Successful Surgical Treatment of Traumatic Rupture of the Descending Aorta in a Child

(Department of Cardiovascular Surgery, Okazaki City Hospital, Okazaki, Japan and Department of International Health, Graduate School of Medicine, Nagoya University*, Nagoya, Japan)

Takeshi Yuasa Leo Kawaguchi* Yasuhisa Ohara
Kenzo Yasuura
Traumatic rupture of the thoracic aorta is extremely rare in pediatric patients. We present a case of blunt traumatic aortic disruption in a 13-year-old boy who was successfully managed by patch aortoplasty using cardiopulmonary bypass. He was involved in a motor vehicle accident. He had a transient loss of consciousness. Initial vital signs were stable. Upon arrival at our hospital he was awake, alert, and oriented. Chest roentgenogram showed a subtly widened upper mediastinum with left pleural effusion. Chest computed tomography revealed a hematoma around the transverse and proximal descending thoracic aorta, and a 25-mm pseudoaneurysm with the intimal flap in the proximal descending thoracic aorta.

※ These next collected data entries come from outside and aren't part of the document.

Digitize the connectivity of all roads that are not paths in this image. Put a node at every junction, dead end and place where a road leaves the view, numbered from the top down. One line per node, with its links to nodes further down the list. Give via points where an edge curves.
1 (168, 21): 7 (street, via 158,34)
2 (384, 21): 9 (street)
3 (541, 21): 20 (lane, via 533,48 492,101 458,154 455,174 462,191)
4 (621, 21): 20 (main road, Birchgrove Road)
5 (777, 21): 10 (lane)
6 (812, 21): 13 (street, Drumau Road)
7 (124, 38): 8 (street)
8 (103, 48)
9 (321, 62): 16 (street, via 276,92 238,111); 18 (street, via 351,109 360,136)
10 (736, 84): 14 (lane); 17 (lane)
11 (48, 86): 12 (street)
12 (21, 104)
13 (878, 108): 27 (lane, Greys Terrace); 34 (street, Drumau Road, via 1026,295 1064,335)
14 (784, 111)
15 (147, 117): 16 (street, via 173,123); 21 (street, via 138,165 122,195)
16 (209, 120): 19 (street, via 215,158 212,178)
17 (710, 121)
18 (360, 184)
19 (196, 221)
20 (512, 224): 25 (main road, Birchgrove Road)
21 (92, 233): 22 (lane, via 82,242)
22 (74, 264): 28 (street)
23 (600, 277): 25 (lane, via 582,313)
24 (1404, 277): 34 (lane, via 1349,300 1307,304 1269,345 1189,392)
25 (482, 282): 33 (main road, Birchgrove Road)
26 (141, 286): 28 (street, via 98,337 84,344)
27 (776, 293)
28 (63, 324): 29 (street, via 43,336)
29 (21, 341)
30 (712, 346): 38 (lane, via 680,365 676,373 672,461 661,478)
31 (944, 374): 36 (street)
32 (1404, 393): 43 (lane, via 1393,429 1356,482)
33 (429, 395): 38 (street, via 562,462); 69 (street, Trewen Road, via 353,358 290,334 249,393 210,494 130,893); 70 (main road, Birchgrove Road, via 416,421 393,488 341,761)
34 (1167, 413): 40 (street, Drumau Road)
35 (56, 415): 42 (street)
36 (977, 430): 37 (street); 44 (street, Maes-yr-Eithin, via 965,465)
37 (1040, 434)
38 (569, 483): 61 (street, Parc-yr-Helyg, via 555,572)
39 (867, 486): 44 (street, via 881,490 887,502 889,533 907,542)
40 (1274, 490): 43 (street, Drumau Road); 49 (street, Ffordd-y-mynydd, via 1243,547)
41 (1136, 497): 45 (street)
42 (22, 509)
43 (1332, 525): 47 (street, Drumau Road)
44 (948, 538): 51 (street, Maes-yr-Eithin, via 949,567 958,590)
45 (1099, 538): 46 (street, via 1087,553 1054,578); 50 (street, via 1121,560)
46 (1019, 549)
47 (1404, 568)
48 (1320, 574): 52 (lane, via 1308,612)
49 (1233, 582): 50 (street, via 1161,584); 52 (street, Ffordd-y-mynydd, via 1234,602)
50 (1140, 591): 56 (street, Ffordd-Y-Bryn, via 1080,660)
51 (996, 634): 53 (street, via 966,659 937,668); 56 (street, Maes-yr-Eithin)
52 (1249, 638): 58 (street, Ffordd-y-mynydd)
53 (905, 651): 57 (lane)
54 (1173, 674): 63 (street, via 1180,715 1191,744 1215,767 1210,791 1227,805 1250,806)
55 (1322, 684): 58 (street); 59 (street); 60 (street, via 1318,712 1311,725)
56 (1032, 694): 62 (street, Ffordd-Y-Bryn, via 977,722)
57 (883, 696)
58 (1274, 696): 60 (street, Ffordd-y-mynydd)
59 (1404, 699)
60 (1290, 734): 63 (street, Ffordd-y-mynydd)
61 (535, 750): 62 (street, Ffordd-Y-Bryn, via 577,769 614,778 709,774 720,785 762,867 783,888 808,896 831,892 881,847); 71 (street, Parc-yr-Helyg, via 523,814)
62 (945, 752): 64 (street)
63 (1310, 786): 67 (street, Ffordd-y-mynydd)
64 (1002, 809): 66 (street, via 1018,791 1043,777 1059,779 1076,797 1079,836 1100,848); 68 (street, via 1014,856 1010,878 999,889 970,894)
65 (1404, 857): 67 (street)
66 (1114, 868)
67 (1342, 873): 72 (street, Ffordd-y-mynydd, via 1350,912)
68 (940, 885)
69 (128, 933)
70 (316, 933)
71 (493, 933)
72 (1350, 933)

Aortography verified a partial transection of the proximal descending aorta. Within 4h after injury, aortic repair was initiated through a left anterolateral thoracotomy. Following heparinization, partial cardiopulmonary bypass was established via the right femoral artery and vein. Sequential occlusion of the left subclavian artery, aortic arch between the left carotid and subclavian arteries, and descending aorta was performed. The periaortic hematoma was incised longitudinally to show a transverse tear involving the anterolateral aortic wall 3cm distal to the origin of the left subclavian artery. The disruption involved approximately 90% of the circumference of the aortic wall and there was retraction of the torn edges. A half of the impaired aorta was sutured, primarily to accommodate future aortic growth, and the other half of the defect was closed with a prosthetic patch. Bypass time was 173min. The postoperative course was complicated by persistent low-grade fever and hoarseness. Four years following discharge, he was well with only slight hoarseness, and magnetic resonance angiography two years later demonstrated a normal aorta without clinical evidence of coarctation.